**WHAT THE EXERCISE ASKS**
If a line in the entries below holds the string "Princes", copy it.

↓

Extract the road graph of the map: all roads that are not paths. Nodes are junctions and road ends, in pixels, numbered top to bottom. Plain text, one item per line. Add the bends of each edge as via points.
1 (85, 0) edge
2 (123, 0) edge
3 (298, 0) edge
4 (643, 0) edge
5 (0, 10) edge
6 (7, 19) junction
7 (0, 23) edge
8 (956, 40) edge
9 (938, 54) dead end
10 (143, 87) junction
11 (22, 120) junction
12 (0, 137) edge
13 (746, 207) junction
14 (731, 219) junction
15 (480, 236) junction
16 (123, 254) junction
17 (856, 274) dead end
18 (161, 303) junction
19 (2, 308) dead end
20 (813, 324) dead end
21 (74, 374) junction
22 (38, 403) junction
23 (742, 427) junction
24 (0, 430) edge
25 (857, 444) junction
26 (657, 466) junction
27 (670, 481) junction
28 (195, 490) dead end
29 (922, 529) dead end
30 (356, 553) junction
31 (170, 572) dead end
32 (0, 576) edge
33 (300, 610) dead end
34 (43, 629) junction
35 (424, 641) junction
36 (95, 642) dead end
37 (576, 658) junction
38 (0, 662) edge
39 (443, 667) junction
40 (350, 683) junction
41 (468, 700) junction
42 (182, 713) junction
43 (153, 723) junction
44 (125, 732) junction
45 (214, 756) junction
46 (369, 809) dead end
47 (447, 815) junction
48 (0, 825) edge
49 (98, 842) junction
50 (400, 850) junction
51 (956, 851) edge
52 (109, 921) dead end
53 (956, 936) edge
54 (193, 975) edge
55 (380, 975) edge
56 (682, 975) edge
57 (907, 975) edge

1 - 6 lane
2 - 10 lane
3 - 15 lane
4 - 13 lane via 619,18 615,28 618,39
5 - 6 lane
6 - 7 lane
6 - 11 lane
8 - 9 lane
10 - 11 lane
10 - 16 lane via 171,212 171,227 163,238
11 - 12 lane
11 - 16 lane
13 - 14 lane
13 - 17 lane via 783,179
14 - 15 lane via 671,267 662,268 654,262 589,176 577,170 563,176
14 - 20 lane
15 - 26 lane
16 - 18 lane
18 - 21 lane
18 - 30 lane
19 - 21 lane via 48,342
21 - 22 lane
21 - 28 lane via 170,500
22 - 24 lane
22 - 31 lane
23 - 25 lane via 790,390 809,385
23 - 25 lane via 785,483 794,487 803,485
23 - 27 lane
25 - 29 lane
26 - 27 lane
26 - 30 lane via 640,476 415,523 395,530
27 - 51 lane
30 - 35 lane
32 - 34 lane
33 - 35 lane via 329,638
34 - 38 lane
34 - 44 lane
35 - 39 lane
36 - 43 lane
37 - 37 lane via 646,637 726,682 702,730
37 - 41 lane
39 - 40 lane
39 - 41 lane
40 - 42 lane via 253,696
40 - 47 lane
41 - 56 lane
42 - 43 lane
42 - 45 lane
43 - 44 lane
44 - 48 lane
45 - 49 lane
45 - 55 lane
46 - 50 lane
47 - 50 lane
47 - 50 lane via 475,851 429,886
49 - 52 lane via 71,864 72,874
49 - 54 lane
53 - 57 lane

↑
↓

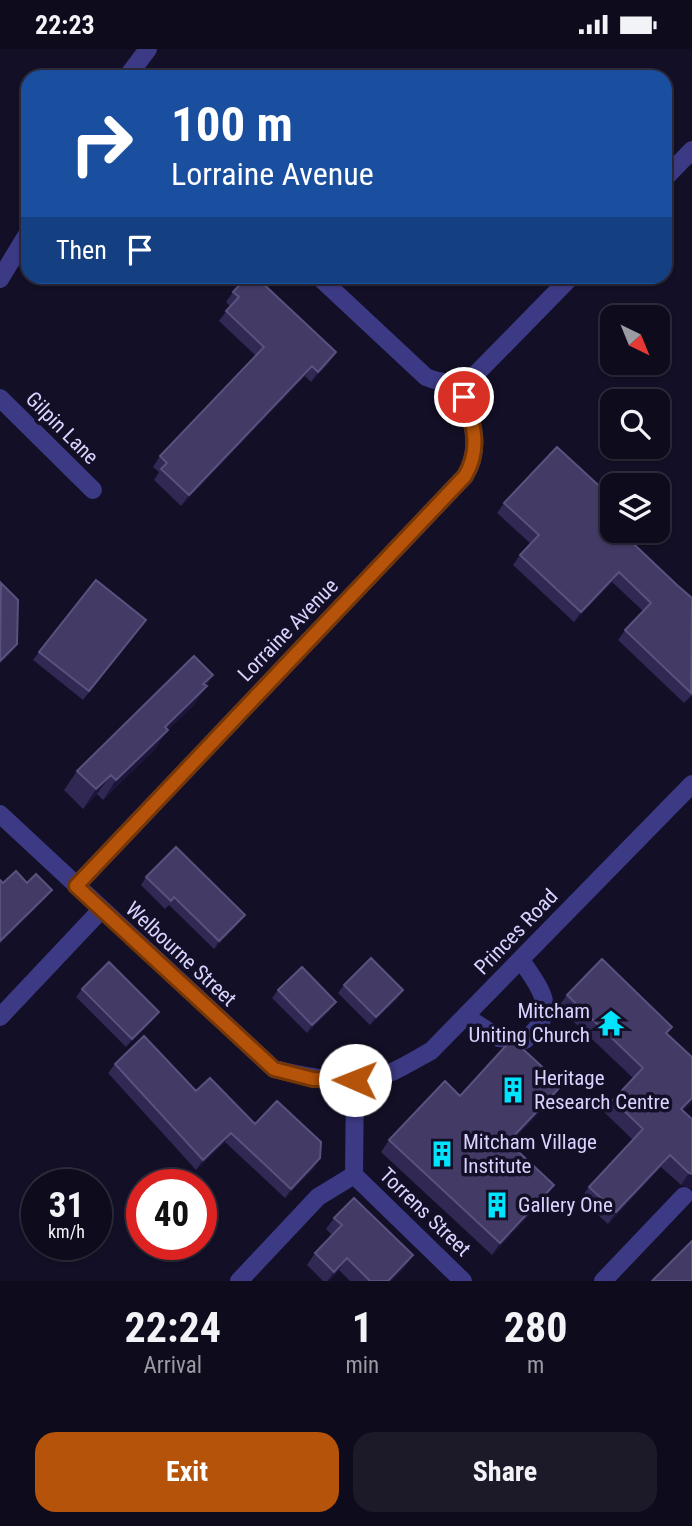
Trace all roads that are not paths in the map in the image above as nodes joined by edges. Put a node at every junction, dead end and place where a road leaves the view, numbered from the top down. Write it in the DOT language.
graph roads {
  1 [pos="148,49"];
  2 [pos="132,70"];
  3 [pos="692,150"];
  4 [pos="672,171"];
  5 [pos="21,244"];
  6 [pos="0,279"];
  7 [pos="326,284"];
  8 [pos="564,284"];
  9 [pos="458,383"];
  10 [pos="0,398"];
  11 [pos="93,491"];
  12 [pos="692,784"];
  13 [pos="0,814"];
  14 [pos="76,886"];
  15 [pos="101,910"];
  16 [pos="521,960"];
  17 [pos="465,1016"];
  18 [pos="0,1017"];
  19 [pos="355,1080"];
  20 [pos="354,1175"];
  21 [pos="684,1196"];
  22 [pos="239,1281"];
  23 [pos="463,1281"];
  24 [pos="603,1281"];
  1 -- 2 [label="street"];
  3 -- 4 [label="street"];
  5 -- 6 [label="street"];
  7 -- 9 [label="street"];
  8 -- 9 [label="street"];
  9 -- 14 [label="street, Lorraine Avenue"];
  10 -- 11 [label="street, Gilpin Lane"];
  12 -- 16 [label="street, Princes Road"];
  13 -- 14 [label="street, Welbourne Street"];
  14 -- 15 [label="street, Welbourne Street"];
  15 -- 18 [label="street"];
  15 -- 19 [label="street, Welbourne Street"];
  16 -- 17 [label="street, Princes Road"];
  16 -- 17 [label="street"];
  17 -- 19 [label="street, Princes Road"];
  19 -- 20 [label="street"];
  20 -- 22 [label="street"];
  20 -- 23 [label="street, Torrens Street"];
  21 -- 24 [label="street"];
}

↑
↓

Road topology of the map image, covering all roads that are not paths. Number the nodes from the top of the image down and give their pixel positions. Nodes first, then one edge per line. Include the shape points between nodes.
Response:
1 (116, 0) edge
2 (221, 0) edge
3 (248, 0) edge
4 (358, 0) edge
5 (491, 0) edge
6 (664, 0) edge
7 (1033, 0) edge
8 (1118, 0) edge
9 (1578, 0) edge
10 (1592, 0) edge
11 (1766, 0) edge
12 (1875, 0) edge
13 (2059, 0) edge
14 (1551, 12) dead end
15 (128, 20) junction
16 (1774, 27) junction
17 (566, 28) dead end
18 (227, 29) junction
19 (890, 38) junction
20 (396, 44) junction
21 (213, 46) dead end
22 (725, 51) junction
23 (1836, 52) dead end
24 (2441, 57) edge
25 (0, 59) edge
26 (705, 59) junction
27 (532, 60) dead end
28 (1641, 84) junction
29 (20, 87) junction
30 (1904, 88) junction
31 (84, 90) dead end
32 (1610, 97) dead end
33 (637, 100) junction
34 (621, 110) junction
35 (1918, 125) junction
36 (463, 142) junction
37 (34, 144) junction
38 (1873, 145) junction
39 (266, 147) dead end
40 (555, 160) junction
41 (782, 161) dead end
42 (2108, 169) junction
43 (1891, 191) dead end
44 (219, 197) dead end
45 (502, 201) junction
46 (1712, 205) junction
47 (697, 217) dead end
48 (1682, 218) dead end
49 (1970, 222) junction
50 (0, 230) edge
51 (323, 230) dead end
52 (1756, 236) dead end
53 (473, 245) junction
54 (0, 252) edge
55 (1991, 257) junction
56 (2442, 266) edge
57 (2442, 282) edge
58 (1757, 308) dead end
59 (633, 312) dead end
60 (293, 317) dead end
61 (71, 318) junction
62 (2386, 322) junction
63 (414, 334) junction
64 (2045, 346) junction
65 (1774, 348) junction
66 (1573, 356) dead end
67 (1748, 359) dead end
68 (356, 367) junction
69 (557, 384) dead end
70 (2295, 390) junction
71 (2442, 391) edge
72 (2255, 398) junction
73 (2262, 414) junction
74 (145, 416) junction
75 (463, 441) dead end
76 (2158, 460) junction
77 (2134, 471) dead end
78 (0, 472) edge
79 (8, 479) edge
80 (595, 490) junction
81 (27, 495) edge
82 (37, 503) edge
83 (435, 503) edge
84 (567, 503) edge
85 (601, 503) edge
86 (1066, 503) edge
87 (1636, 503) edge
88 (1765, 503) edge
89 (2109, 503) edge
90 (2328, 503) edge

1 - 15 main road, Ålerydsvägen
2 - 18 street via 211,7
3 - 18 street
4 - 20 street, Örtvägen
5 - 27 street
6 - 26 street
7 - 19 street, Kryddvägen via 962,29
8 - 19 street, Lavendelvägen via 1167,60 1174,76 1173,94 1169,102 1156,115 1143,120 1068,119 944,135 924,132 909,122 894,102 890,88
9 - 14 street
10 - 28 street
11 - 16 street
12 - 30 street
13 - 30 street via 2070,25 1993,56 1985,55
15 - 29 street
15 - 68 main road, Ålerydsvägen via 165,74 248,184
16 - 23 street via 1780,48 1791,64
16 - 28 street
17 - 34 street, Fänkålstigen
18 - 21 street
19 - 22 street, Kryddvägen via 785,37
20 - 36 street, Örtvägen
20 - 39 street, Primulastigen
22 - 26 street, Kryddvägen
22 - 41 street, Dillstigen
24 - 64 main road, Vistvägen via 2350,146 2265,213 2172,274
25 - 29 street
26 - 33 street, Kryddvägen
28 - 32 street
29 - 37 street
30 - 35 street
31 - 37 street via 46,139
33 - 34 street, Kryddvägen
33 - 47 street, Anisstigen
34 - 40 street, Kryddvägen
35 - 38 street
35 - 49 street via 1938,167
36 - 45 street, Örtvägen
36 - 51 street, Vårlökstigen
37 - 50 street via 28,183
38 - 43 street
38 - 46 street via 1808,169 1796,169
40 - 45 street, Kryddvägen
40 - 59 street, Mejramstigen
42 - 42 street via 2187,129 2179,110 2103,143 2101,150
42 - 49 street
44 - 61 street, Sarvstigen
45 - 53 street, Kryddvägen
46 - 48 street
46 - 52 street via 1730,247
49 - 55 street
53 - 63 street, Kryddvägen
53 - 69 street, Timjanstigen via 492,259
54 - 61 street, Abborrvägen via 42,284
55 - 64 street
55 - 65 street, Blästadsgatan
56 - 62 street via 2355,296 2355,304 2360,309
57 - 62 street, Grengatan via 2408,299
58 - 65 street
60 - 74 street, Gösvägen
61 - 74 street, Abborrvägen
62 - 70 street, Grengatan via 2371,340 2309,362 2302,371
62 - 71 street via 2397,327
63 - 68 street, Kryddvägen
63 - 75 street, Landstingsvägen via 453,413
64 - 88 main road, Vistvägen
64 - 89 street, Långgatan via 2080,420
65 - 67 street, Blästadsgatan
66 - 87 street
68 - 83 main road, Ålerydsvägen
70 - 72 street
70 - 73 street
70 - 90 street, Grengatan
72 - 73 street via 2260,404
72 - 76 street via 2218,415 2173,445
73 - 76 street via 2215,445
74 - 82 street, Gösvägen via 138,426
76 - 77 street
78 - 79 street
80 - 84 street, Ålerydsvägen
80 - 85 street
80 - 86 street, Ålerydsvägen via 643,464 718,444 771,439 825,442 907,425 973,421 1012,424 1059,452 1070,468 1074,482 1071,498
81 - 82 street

↑

**SOLUTION TO THIS EXERCISE**
  12 -- 16 [label="street, Princes Road"];
  16 -- 17 [label="street, Princes Road"];
  17 -- 19 [label="street, Princes Road"];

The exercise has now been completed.